▼

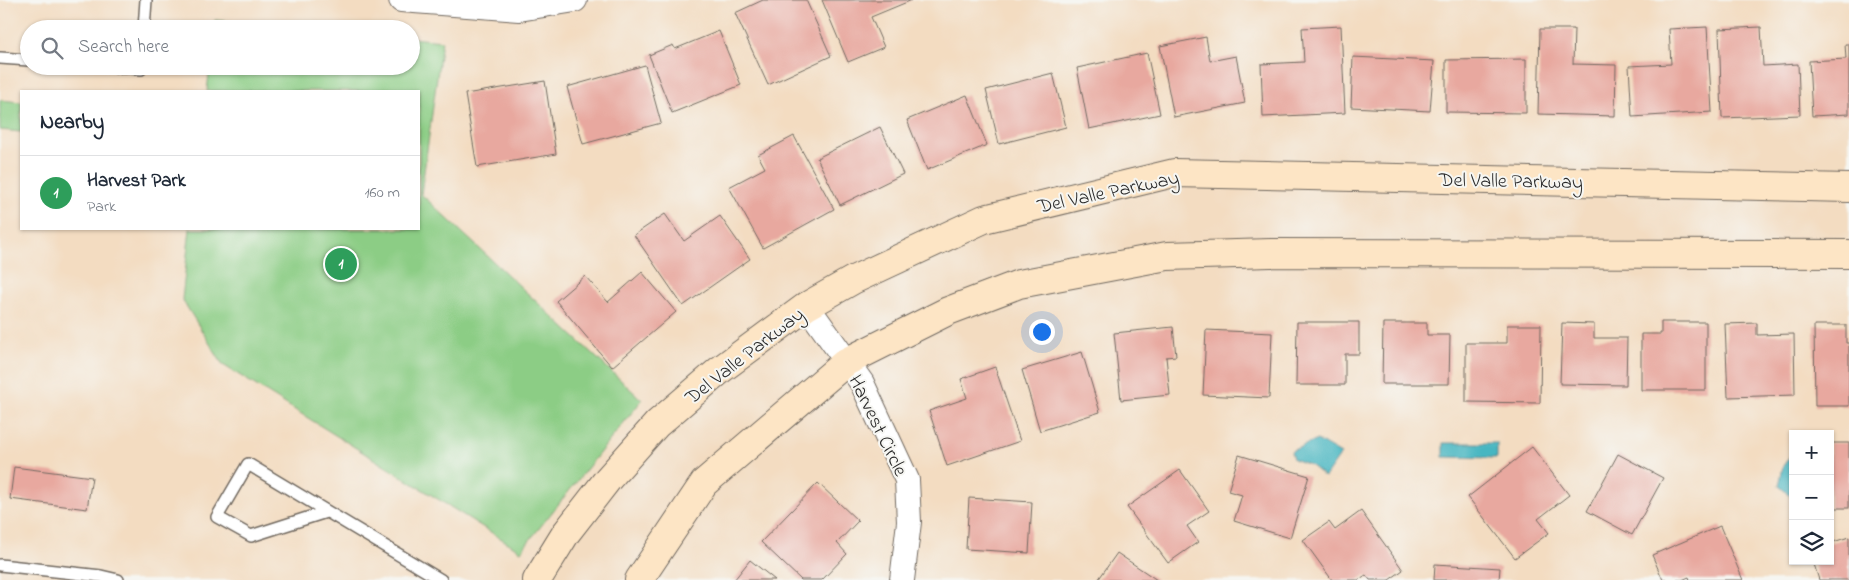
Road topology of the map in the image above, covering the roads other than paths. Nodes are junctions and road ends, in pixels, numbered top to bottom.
1 (146, 0) edge
2 (401, 0) edge
3 (575, 0) edge
4 (518, 5) edge
5 (145, 20) edge
6 (0, 58) edge
7 (20, 59) edge
8 (1849, 188) edge
9 (1849, 254) edge
10 (807, 306) junction
11 (846, 362) junction
12 (326, 512) junction
13 (0, 565) edge
14 (118, 580) edge
15 (441, 580) edge
16 (536, 580) edge
17 (640, 580) edge
18 (902, 580) edge

1 - 5 lane
2 - 4 street
3 - 4 street
6 - 7 lane
8 - 10 main road, Del Valle Parkway
9 - 11 main road
10 - 11 street, Harvest Circle
10 - 16 main road, Del Valle Parkway
11 - 17 main road
11 - 18 street, Harvest Circle
12 - 12 lane
12 - 15 lane
13 - 14 lane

▲

Goal of the exercise
Skipping every picture, reproduce the records word for word.

Reply
Road topology of the map in the image above, covering the roads other than paths. Nodes are junctions and road ends, in pixels, numbered top to bottom.
1 (146, 0) edge
2 (401, 0) edge
3 (575, 0) edge
4 (518, 5) edge
5 (145, 20) edge
6 (0, 58) edge
7 (20, 59) edge
8 (1849, 188) edge
9 (1849, 254) edge
10 (807, 306) junction
11 (846, 362) junction
12 (326, 512) junction
13 (0, 565) edge
14 (118, 580) edge
15 (441, 580) edge
16 (536, 580) edge
17 (640, 580) edge
18 (902, 580) edge

1 - 5 lane
2 - 4 street
3 - 4 street
6 - 7 lane
8 - 10 main road, Del Valle Parkway
9 - 11 main road
10 - 11 street, Harvest Circle
10 - 16 main road, Del Valle Parkway
11 - 17 main road
11 - 18 street, Harvest Circle
12 - 12 lane
12 - 15 lane
13 - 14 lane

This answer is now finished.